The branch OpenSSL_1_1_0-stable has been updated
       via  89d0853a7fe12d6ae79d148425717fed740ae136 (commit)
       via  3f60b8fbdc9b17572a86457fe5b11437c0d3fbc2 (commit)
      from  fa7130eb6832bcdccb335dd0f6bb535fe9a3e868 (commit)


- Log -----------------------------------------------------------------
commit 89d0853a7fe12d6ae79d148425717fed740ae136
Author: Dr. Stephen Henson <steve at openssl.org>
Date:   Wed Jan 25 18:43:13 2017 +0000

    Add server signature algorithm bug test.
    
    Add a client authentication signature algorithm to simple
    ssl test and a server signature algorithm. Since we don't
    do client auth this should have no effect. However if we
    use client auth signature algorithms by mistake this will
    abort the handshake with a no shared signature algorithms
    error.
    
    Reviewed-by: Rich Salz <rsalz at openssl.org>
    (Merged from https://github.com/openssl/openssl/pull/2297)

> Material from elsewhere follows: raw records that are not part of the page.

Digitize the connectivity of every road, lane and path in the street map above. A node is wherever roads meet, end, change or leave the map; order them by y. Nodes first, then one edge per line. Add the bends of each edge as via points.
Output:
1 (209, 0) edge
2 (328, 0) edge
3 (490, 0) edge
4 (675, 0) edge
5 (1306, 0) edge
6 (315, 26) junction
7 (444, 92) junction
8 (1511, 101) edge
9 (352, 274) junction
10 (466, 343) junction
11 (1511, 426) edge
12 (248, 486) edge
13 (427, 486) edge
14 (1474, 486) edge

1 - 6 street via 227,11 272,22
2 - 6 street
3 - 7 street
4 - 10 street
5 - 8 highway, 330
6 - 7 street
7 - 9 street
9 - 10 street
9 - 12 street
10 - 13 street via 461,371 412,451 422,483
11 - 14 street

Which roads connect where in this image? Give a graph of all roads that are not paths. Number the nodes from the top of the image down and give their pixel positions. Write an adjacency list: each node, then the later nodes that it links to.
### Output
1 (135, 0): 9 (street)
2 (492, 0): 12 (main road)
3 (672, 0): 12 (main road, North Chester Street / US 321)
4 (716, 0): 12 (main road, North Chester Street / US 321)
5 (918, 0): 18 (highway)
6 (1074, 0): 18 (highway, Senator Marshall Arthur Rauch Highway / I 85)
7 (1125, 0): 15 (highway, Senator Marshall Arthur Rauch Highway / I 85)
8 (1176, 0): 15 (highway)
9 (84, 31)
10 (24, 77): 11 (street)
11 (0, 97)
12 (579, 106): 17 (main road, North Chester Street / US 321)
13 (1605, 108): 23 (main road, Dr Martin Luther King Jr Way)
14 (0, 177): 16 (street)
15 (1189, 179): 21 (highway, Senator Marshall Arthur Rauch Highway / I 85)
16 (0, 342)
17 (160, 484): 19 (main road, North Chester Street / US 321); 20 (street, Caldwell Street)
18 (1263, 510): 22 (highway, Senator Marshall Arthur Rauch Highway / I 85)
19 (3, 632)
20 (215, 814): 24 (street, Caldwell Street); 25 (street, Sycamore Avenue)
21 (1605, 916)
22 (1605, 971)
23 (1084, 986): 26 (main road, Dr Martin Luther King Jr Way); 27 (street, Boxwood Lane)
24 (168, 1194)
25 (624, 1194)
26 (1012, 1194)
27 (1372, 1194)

commit 3f60b8fbdc9b17572a86457fe5b11437c0d3fbc2
Author: Dr. Stephen Henson <steve at openssl.org>
Date:   Thu Jan 26 17:11:14 2017 +0000

    Use correct signature algorithm list when sending or checking.
    
    Reviewed-by: Rich Salz <rsalz at openssl.org>
    (Merged from https://github.com/openssl/openssl/pull/2297)

-----------------------------------------------------------------------

Summary of changes:
 ssl/ssl_locl.h                   |  2 +-
 ssl/statem/statem_srvr.c         |  2 +-
 ssl/t1_lib.c                     | 12 +++++------
 test/ssl-tests/01-simple.conf    | 44 ++++++++++++++++++++++++++++++++--------
 test/ssl-tests/01-simple.conf.in |  8 ++++++++
 5 files changed, 51 insertions(+), 17 deletions(-)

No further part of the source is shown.